**Aim of the exercise**
Every line below that contains "tools" is to be copied.

**Entries shown**
== == ==

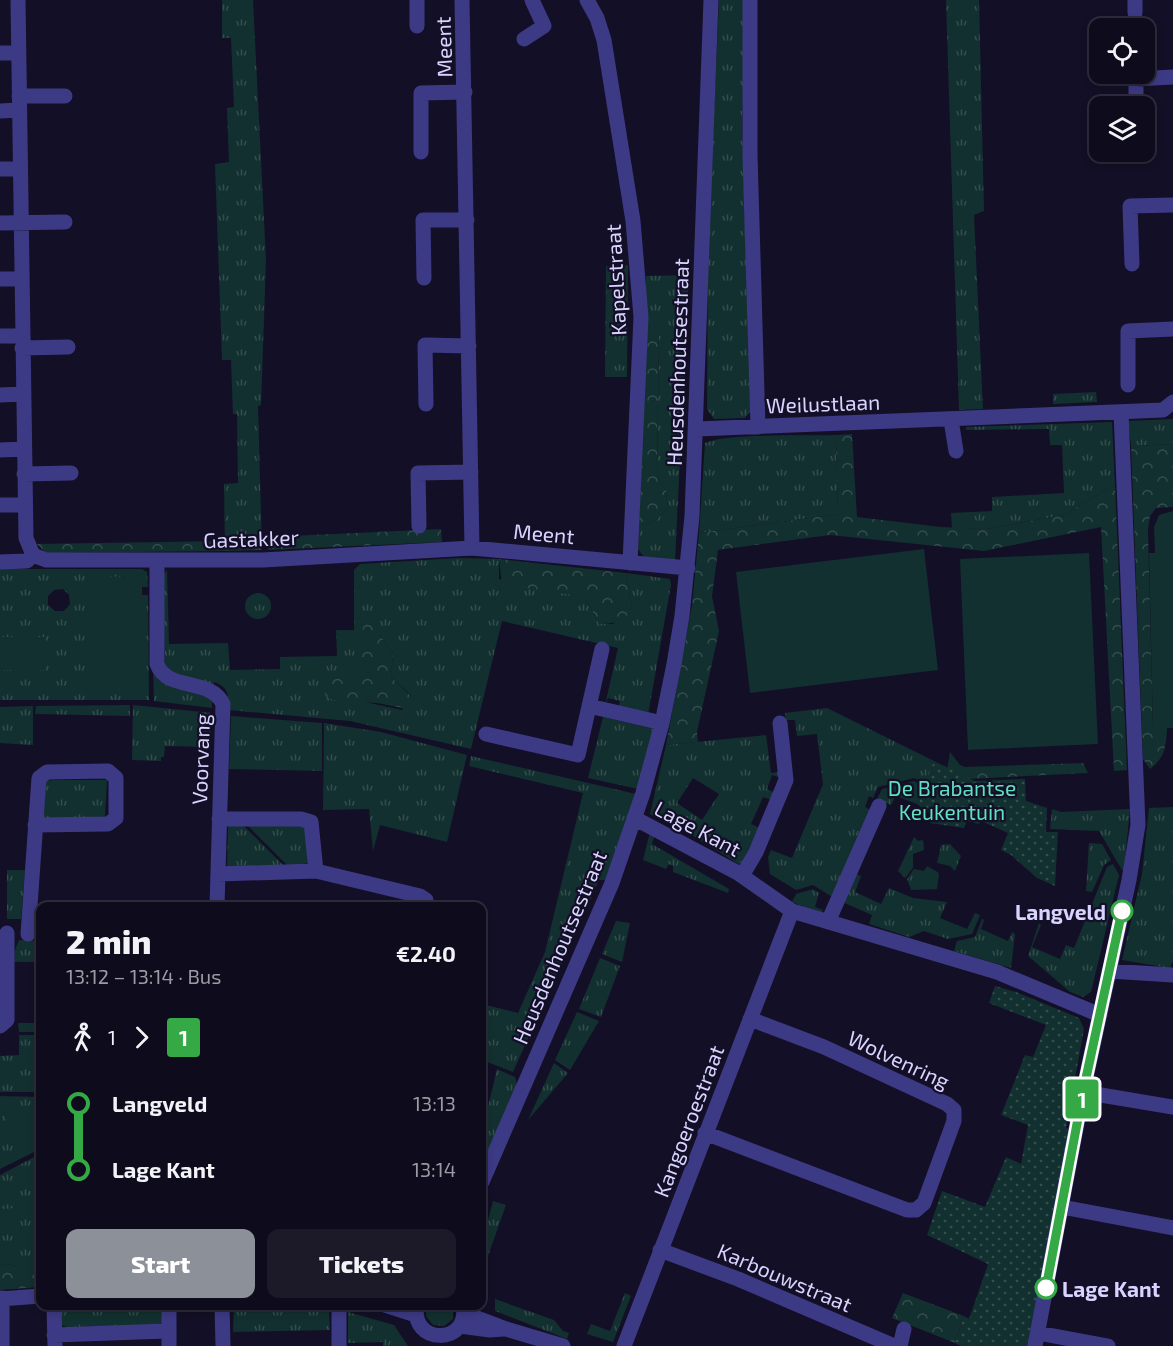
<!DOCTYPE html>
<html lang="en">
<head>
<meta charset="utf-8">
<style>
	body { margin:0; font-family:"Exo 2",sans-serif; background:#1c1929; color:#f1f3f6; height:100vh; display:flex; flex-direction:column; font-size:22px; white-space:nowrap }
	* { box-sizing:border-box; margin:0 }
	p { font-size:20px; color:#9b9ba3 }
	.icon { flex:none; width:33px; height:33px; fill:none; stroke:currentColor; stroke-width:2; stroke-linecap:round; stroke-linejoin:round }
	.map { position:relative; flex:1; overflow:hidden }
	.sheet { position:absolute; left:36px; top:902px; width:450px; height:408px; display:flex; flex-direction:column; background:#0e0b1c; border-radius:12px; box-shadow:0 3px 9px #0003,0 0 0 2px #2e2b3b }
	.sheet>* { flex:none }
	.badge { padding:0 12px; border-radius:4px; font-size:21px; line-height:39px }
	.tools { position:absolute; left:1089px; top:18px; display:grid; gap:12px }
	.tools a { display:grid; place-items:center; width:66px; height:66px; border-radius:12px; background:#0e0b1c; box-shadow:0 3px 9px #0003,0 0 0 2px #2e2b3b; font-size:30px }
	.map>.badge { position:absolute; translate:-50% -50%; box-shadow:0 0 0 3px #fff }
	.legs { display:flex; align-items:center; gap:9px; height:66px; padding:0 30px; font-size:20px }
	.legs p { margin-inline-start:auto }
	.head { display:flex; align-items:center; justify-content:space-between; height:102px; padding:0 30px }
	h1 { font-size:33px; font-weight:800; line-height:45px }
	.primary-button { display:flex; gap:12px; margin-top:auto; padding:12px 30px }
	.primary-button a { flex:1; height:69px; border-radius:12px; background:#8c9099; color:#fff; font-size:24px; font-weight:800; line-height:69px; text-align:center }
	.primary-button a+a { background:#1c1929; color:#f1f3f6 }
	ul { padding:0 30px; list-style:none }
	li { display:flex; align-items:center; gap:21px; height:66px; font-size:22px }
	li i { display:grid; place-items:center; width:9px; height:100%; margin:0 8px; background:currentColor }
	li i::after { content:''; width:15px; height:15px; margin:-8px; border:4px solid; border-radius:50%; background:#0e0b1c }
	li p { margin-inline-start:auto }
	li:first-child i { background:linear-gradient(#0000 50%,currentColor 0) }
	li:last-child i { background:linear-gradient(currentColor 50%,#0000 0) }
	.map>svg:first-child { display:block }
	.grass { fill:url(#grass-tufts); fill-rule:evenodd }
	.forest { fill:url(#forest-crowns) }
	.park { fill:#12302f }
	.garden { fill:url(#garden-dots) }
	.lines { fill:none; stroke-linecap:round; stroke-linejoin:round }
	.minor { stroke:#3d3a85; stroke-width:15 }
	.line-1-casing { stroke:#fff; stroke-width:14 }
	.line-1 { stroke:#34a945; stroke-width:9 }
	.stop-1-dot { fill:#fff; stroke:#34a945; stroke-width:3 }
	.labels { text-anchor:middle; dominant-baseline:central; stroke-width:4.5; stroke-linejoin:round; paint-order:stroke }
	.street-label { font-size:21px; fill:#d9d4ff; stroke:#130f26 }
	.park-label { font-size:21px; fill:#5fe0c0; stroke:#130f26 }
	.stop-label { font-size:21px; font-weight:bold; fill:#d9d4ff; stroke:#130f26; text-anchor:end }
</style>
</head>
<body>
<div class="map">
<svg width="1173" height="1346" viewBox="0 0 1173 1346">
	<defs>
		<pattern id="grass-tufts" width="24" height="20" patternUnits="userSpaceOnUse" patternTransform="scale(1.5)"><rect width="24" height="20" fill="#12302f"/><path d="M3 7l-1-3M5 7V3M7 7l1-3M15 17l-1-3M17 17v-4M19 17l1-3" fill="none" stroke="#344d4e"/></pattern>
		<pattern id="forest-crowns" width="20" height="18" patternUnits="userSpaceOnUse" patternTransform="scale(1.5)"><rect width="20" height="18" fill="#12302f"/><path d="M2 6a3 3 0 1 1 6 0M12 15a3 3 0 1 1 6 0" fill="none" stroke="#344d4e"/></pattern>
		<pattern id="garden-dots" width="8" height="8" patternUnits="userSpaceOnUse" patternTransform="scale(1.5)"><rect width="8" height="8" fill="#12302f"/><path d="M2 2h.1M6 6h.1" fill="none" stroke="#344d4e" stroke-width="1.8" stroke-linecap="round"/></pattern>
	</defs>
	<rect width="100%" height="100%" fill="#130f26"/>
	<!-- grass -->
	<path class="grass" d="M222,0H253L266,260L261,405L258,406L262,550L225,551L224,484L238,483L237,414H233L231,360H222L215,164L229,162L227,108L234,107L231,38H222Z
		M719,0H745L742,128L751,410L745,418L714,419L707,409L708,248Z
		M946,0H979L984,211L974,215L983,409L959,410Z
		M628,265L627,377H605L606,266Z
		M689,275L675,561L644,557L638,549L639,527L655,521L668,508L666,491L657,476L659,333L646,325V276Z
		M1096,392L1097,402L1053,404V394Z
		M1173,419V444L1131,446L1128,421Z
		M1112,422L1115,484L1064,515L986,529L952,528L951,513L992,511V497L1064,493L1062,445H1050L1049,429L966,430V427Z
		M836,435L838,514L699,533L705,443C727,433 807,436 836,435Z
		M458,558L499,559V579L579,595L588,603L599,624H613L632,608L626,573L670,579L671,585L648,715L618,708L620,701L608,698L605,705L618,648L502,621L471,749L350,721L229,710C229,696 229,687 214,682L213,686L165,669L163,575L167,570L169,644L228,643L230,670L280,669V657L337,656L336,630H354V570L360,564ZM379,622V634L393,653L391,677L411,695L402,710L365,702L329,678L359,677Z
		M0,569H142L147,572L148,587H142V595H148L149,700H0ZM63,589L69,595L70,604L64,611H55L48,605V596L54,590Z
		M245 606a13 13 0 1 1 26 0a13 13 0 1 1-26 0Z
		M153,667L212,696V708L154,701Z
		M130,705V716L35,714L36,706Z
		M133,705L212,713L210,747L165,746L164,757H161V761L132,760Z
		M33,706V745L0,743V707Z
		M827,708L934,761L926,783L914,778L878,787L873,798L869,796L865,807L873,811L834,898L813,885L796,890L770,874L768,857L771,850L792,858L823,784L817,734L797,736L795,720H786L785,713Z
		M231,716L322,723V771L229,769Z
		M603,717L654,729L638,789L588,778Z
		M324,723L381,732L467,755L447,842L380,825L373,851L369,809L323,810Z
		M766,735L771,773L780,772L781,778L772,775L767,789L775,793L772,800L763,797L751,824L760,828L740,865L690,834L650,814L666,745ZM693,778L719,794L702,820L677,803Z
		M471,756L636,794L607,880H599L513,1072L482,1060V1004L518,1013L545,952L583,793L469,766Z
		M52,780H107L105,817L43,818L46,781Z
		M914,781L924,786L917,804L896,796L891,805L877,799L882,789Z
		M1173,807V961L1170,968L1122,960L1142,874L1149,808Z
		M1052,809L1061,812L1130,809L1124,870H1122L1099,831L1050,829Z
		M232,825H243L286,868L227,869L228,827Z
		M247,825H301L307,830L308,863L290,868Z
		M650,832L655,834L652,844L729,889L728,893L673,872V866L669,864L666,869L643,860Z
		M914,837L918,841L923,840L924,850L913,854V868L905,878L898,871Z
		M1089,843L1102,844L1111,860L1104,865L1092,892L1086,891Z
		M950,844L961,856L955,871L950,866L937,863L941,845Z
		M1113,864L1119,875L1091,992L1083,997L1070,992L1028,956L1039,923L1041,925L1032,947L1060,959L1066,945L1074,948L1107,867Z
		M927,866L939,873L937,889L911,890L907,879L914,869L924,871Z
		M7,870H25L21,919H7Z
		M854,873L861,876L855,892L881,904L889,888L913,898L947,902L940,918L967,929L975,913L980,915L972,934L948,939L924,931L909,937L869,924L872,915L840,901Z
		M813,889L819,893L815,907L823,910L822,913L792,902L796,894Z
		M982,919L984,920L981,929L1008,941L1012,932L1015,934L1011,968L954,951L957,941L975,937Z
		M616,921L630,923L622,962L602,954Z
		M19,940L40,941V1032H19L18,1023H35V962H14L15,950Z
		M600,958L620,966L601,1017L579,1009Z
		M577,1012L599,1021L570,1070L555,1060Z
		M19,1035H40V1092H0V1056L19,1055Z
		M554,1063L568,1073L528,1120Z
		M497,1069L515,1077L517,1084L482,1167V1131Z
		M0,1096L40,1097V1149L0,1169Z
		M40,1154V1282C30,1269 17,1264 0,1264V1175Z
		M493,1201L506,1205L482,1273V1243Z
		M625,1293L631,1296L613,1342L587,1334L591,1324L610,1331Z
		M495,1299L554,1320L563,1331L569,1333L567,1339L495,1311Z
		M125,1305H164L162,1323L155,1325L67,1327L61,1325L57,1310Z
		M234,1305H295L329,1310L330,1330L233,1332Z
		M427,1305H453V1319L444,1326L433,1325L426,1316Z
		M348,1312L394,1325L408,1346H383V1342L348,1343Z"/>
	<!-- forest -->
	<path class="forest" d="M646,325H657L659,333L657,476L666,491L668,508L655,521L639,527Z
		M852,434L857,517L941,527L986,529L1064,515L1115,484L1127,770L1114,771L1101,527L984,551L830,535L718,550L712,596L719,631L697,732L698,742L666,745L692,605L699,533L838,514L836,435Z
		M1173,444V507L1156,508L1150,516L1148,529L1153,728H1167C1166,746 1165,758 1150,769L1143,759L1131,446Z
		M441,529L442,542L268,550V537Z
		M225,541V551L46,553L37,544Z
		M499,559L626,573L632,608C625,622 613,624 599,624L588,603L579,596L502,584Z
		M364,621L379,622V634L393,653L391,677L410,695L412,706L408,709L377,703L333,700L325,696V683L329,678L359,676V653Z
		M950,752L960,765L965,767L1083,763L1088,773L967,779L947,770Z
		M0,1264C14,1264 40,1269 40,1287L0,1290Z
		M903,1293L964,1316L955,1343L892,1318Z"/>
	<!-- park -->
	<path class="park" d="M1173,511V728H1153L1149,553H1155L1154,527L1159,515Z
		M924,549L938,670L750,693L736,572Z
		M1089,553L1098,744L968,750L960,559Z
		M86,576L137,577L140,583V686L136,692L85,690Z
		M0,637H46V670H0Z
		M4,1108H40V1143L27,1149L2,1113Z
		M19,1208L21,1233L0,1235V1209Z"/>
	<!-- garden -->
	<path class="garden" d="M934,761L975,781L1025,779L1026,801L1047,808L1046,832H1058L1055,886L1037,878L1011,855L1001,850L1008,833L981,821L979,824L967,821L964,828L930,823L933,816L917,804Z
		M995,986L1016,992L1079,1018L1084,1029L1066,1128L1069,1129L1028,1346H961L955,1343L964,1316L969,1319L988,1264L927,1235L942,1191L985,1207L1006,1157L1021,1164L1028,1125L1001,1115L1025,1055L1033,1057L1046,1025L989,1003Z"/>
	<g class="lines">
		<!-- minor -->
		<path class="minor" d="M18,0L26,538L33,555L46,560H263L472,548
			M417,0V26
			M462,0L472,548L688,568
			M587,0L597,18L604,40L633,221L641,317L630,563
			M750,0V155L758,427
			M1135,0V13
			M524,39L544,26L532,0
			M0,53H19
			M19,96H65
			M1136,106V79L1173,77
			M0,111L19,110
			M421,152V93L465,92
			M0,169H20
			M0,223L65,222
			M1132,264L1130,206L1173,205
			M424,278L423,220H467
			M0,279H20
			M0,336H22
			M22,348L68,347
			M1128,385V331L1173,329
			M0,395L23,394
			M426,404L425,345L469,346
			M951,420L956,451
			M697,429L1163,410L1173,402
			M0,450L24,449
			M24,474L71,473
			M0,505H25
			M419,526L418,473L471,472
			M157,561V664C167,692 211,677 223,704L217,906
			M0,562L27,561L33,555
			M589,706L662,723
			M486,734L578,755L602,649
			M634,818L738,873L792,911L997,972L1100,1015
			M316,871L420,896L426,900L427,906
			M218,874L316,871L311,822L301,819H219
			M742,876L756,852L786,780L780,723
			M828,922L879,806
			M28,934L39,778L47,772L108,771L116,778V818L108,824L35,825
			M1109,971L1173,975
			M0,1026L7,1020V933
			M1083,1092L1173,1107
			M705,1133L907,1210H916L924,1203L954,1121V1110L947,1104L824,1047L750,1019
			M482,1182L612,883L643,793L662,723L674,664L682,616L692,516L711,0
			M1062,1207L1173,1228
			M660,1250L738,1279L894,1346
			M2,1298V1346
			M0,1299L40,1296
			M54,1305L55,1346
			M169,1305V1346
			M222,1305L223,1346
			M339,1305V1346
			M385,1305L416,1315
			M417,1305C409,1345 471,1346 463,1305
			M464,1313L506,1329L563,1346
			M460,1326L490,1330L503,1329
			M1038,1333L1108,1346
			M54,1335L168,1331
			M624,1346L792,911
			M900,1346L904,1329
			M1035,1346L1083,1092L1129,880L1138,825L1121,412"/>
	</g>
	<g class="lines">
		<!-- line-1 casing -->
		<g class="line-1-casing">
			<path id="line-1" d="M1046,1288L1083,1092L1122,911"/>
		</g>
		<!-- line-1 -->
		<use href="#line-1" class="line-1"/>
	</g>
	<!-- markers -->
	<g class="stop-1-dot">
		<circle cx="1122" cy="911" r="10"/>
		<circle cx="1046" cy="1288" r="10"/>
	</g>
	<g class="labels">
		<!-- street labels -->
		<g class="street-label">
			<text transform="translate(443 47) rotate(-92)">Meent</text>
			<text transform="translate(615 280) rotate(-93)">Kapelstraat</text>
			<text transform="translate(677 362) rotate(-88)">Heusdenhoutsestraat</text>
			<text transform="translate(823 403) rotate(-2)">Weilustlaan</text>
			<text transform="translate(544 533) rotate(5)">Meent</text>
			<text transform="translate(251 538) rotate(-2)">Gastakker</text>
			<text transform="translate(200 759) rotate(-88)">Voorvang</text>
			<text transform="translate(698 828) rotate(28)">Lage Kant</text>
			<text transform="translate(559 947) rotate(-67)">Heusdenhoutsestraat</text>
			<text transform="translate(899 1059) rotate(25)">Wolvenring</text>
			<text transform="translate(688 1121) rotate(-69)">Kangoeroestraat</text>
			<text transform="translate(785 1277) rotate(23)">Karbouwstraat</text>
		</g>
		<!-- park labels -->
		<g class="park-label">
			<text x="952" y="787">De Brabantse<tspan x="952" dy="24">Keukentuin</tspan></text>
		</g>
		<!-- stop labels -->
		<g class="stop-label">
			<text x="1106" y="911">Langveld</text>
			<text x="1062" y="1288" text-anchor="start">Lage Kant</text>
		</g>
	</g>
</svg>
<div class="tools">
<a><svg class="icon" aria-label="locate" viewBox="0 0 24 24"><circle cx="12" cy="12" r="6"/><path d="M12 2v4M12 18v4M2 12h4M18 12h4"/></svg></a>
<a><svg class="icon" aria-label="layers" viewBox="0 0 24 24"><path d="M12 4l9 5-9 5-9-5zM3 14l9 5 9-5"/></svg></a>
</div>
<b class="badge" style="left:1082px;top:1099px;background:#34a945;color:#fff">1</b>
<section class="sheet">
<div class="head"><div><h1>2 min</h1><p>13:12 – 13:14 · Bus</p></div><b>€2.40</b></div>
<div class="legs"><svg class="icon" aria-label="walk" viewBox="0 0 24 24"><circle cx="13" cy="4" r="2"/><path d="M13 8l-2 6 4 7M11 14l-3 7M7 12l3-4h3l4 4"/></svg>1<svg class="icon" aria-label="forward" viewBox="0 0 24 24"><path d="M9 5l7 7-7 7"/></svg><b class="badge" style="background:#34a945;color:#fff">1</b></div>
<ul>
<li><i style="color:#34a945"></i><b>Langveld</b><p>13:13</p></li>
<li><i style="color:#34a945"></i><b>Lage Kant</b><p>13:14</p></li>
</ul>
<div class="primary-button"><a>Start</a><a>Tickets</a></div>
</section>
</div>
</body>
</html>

== == ==

**Reply**
	.tools { position:absolute; left:1089px; top:18px; display:grid; gap:12px }
	.tools a { display:grid; place-items:center; width:66px; height:66px; border-radius:12px; background:#0e0b1c; box-shadow:0 3px 9px #0003,0 0 0 2px #2e2b3b; font-size:30px }
<div class="tools">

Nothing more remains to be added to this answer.